Post by: Nero on February 11, 2013, 01:42:55 PM
Well, I'm not currently with a female. And honestly, I'm not as sexually 'free' with females as I am males so, probably no help on that front. I haven't really had too many intimacy issues since I was a teen. Back then, I had penetration issues and once I overcame that was a lot more free. As far as my chest, I just wore a shirt during.

As far as how the partner reacts, I can't recall ever getting 'I only see you as male'. Instead, straight men would make references to how I was making them feel like a woman. And no, they didn't say it in a way that they minded. I think you should just take what she says at face value. Does it really matter whether she sees you as 100% male as long as you're clearly taking the male role? I mean, it's sex.

I think for guys like you and me who aren't having bottom surgery, it's best to try to make peace with your parts. If you can. Just get comfortable being a guy who happens to have a certain body.

As far as logistics, I don't know what you're willing to do and not do. Plastic penetration doesn't do a lot for me. I mean, I can sometimes just pleasure a partner and be done if I care enough about them. But normally, I got to get mine too. I want their face down there (and more if they've got a penis). I need flesh to flesh contact. Unlike a lot of guys, I haven't had any issues with PIV since I started engaging it. Though I had a lot of penetration dysphoria before I ever had it. I have control issues though. I've got to drive the whole thing from start to finish. It doesn't seem as bad with females. But it sometimes makes it difficult to let go and orgasm in front of someone.

I don't have much advice on being with females. I'm still not very comfortable with them. But with guys before transition, I just didn't pay much mind to whether my parts were right or not. I was the man in the interaction, no matter what we were doing. I knew it, they knew it. As long as they submitted to me like a woman, why would I care? And you're the man with this girl, so just relax and be the man. If you fear she's just placating you by saying 'I think of you as a man', show her you're the man. Make her forget the name of every cis guy she's ever had. Then she won't just 'think' of you as a man, she'll KNOW.

Title: Re: Body dysphoria and intimacy
Post by: insideontheoutside on February 11, 2013, 03:23:25 PM
Quote from: JasonRX on February 11, 2013, 12:25:26 AM
Why would post a thread about body dysphoria when you're so against getting the surgeries that might correct it?
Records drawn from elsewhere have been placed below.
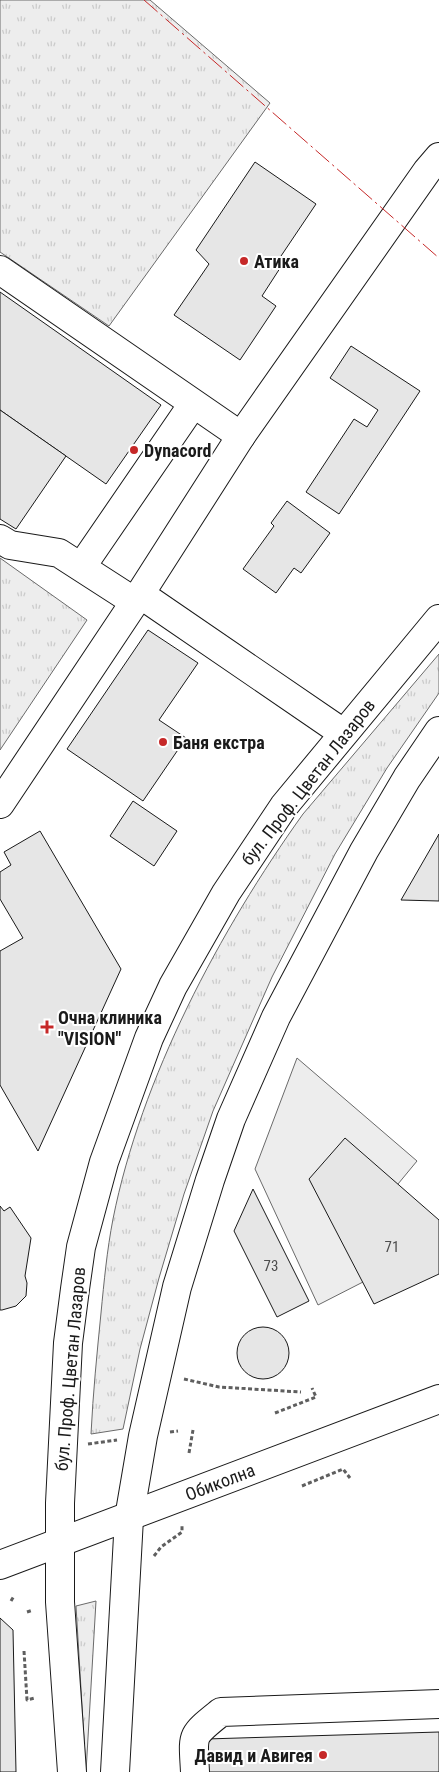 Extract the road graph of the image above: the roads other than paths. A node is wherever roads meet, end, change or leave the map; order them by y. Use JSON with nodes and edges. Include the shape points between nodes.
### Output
{"nodes":[{"id":1,"x":439,"y":157,"type":"edge"},
{"id":2,"x":0,"y":270,"type":"edge"},
{"id":3,"x":192,"y":404,"type":"junction"},
{"id":4,"x":241,"y":436,"type":"junction"},
{"id":5,"x":0,"y":539,"type":"edge"},
{"id":6,"x":82,"y":566,"type":"junction"},
{"id":7,"x":138,"y":598,"type":"junction"},
{"id":8,"x":439,"y":619,"type":"edge"},
{"id":9,"x":439,"y":731,"type":"edge"},
{"id":10,"x":343,"y":733,"type":"junction"},
{"id":11,"x":0,"y":804,"type":"edge"},
{"id":12,"x":439,"y":1399,"type":"edge"},
{"id":13,"x":129,"y":1518,"type":"junction"},
{"id":14,"x":59,"y":1544,"type":"junction"},
{"id":15,"x":0,"y":1565,"type":"edge"},
{"id":16,"x":439,"y":1704,"type":"edge"},
{"id":17,"x":72,"y":1772,"type":"edge"},
{"id":18,"x":115,"y":1772,"type":"edge"},
{"id":19,"x":195,"y":1772,"type":"edge"}],
"edges":[{"from":1,"to":4,"type":"main road"},
{"from":2,"to":3,"type":"main road"},
{"from":3,"to":4,"type":"main road"},
{"from":3,"to":6,"type":"main road"},
{"from":4,"to":7,"type":"main road"},
{"from":5,"to":6,"type":"main road","via":[[10,545],[59,553]]},
{"from":6,"to":7,"type":"main road"},
{"from":7,"to":10,"type":"main road"},
{"from":7,"to":11,"type":"main road"},
{"from":8,"to":10,"type":"main road","name":"бул. Проф. Цветан Лазаров"},
{"from":9,"to":13,"type":"main road","via":[[402,786],[328,915],[276,1017],[231,1119],[177,1287],[143,1436]]},
{"from":10,"to":14,"type":"main road","name":"бул. Проф. Цветан Лазаров","via":[[284,806],[241,868],[173,986],[149,1038],[104,1162],[81,1247],[68,1343]]},
{"from":12,"to":13,"type":"main road","name":"Обиколна"},
{"from":13,"to":14,"type":"main road","name":"Обиколна"},
{"from":13,"to":18,"type":"main road"},
{"from":14,"to":15,"type":"main road","name":"Обиколна"},
{"from":14,"to":17,"type":"main road","name":"бул. Проф. Цветан Лазаров"},
{"from":16,"to":19,"type":"main road","via":[[221,1712],[199,1730],[193,1740]]}]} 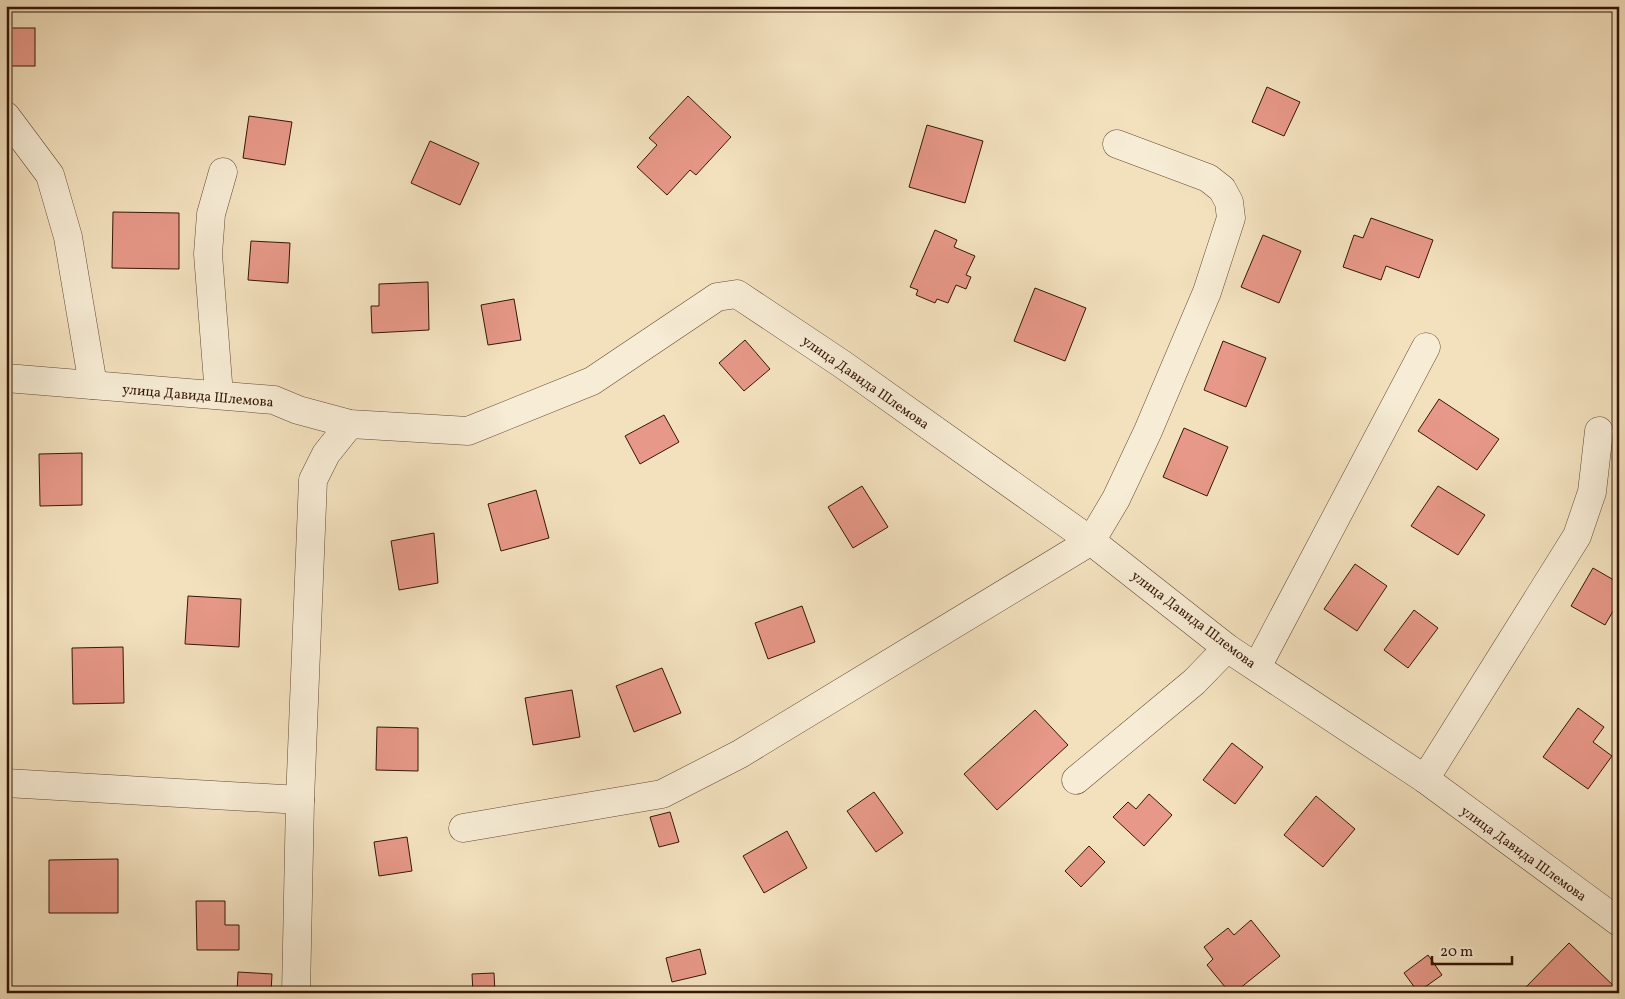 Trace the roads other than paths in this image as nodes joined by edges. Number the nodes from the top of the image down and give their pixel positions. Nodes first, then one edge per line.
1 (6, 116) edge
2 (1117, 144) dead end
3 (223, 172) dead end
4 (1426, 347) dead end
5 (6, 378) edge
6 (93, 385) junction
7 (219, 395) junction
8 (350, 424) junction
9 (1599, 430) dead end
10 (1091, 541) junction
11 (1227, 648) junction
12 (1257, 667) junction
13 (1425, 779) junction
14 (1076, 780) dead end
15 (6, 783) edge
16 (300, 800) junction
17 (463, 828) dead end
18 (1619, 922) edge
19 (296, 993) edge

1 - 6 street
2 - 10 street
3 - 7 street
4 - 12 street
5 - 6 street, улица Давида Шлемова
6 - 7 street, улица Давида Шлемова
7 - 8 street, улица Давида Шлемова
8 - 10 street, улица Давида Шлемова
8 - 16 street
9 - 13 street
10 - 11 street, улица Давида Шлемова
10 - 17 street
11 - 12 street, улица Давида Шлемова
11 - 14 street
12 - 13 street, улица Давида Шлемова
13 - 18 street, улица Давида Шлемова
15 - 16 street
16 - 19 street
A lot of people have this intimacy issues and can't get over them otherwise.
It's pretty clear you and I don't see eye to eye but why do you have to come in and post a response like this? It's super you found a way to "fix" your issues, but not everyone is you and no matter what, at the end of the day, you're never going to have a fully functioning penis either so maybe some other people's input here might actually help you out in the future?
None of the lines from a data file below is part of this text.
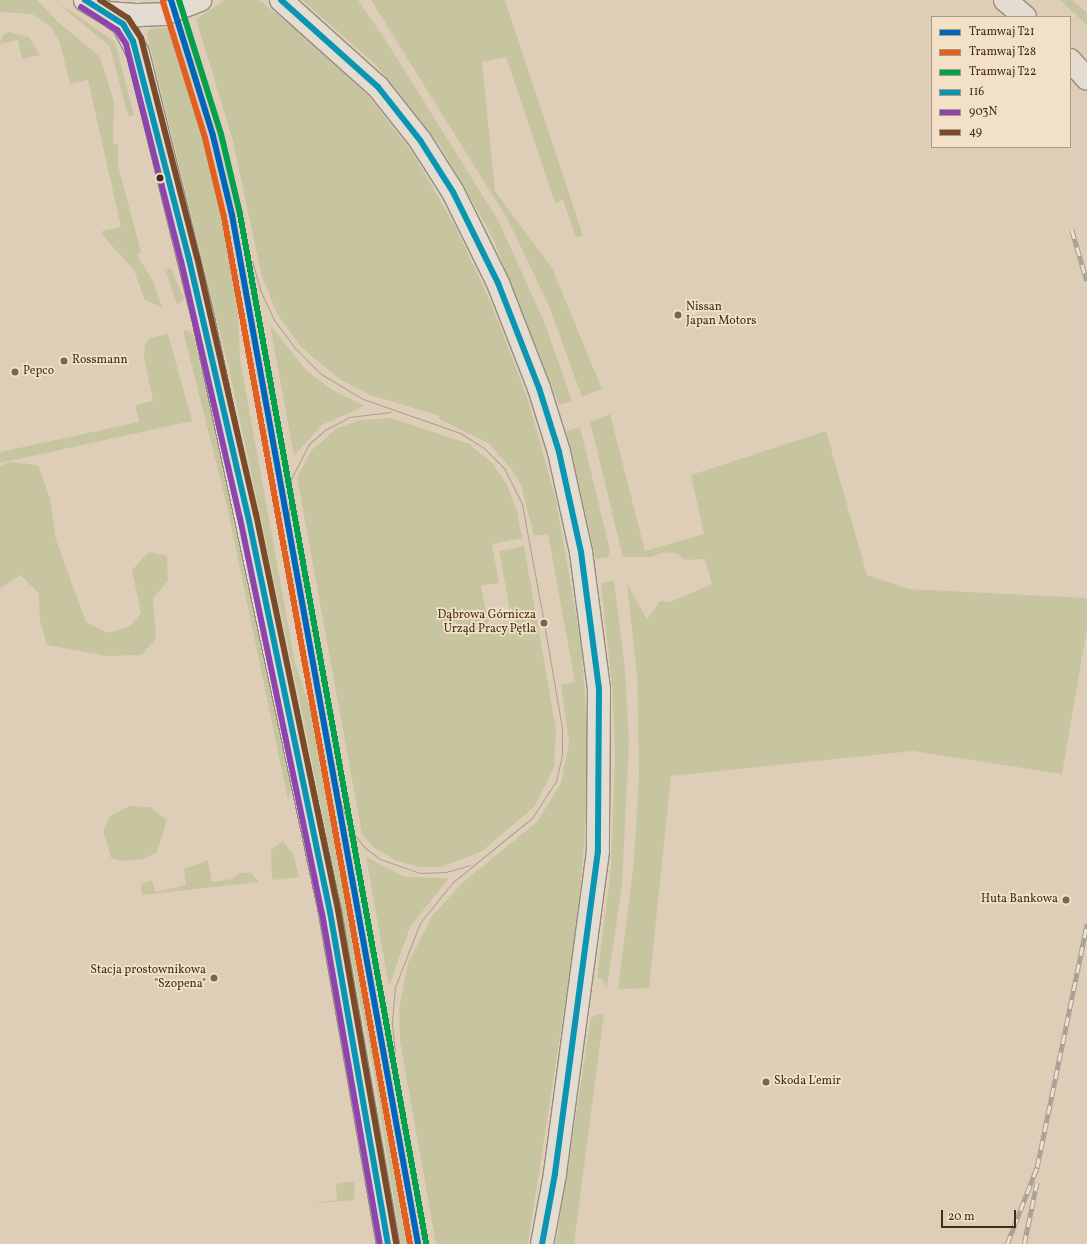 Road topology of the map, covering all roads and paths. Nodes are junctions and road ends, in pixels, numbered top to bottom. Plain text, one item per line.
1 (85, 0) edge
2 (200, 0) edge
3 (281, 0) edge
4 (1005, 0) edge
5 (107, 13) junction
6 (1024, 16) edge
7 (1071, 61) edge
8 (1087, 79) edge
9 (388, 1244) edge
10 (542, 1244) edge

1 - 5 main road
2 - 5 main road
3 - 10 main road
4 - 6 main road
5 - 9 main road
7 - 8 main road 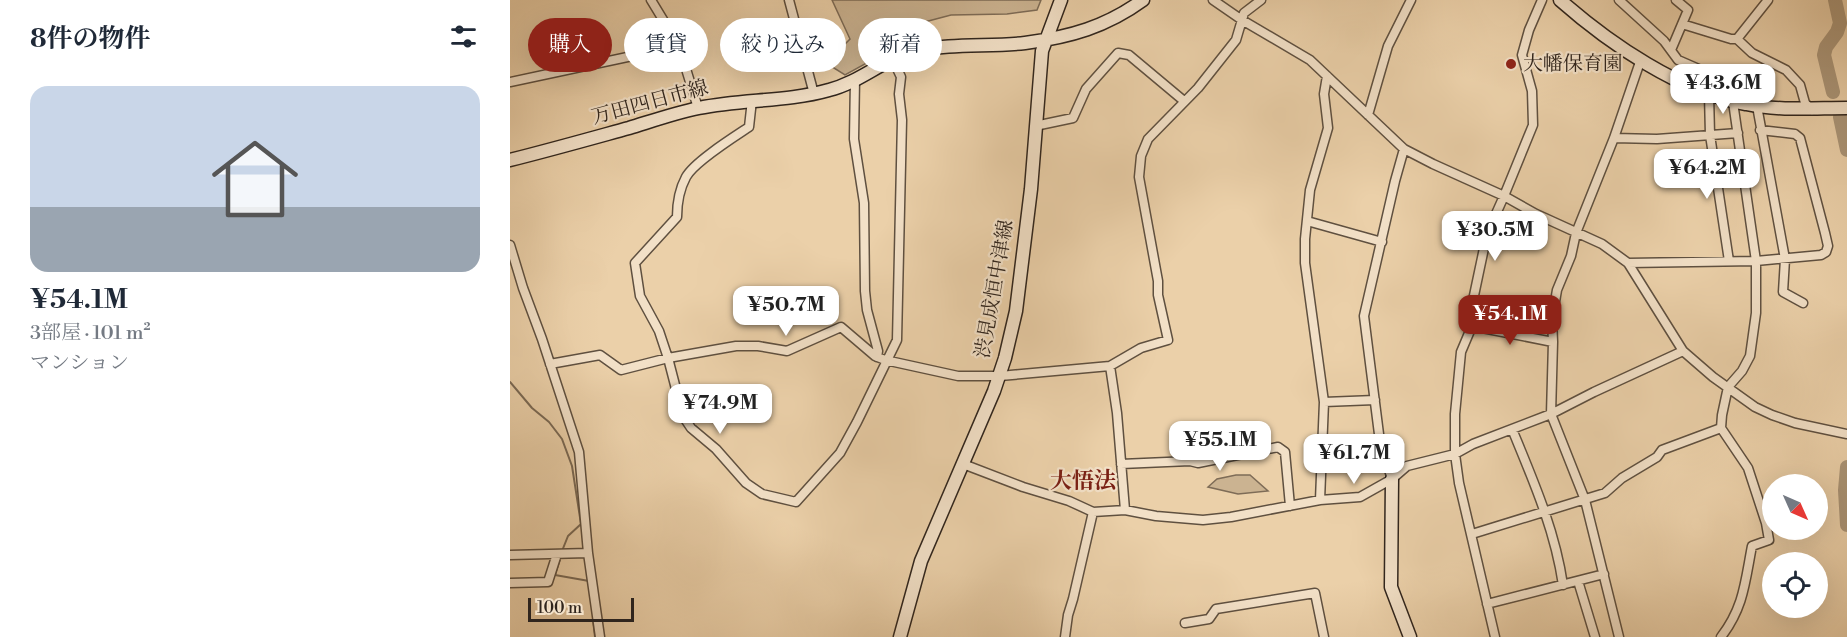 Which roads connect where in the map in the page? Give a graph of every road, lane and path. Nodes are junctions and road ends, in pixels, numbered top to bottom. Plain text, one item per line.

Quote from: Geek on February 10, 2013, 08:28:01 PM
.... after getting it through my head that its OKAY and normal to utilise what i have already got, thats been easier getting through the insertion thing, i find the thing that helps me the best is that she calls my junk, male names, we have a little trouble with naming a CERTAIN part of it, and i had a bit of trouble hearing "youre so wet" for the first time, i nearly died the first time i let 'i want you inside of me' slip out of my mouth but really its a trust thing, and it'll be enjoyable as long as you don't over think it....

I'm glad to see a response like this because it means that people can get over stuff. I honestly can't ever see myself wanting the insertion thing (that's just me) or using any phrases that kind of scream female to me (again, just me personally).

Quote from: Not-so Fat Admin on February 11, 2013, 01:42:55 PM
I think for guys like you and me who aren't having bottom surgery, it's best to try to make peace with your parts. If you can. Just get comfortable being a guy who happens to have a certain body.

Yeah ... that's pretty much what I'm after is just finding ways to be comfortable with what I do have. I never had any experience with guys that went beyond making out (so I've never been the penetratee, if you will) and I've never really had a good sexual experience, so I have some other issues to get over besides just the body thing. But hearing other people's viewpoints and how they've dealt with certain things is definitely helpful.

Quote from: Zerro on February 11, 2013, 01:36:43 PM
The few times I've been intimate, I've just sort of taken control and done all the touching/giving(with her consent, of course) and finished myself off later. It's a little more bearable if I'm the one getting myself off. I feel ashamed and suicidal if someone else touches me below the belt. :/
I know exactly how this is, unfortunately!
Title: Re: Body dysphoria and intimacy
Post by: DriftingCrow on February 11, 2013, 04:05:37 PM
I think I am like some of the other guys who've posted on here; I rather please my partner then have them do anything to me. I enjoy pleasing others, and it usually just has always felt awkward having anyone do anything to me. I've never tried strap-ons, but I always imagined that I would like that.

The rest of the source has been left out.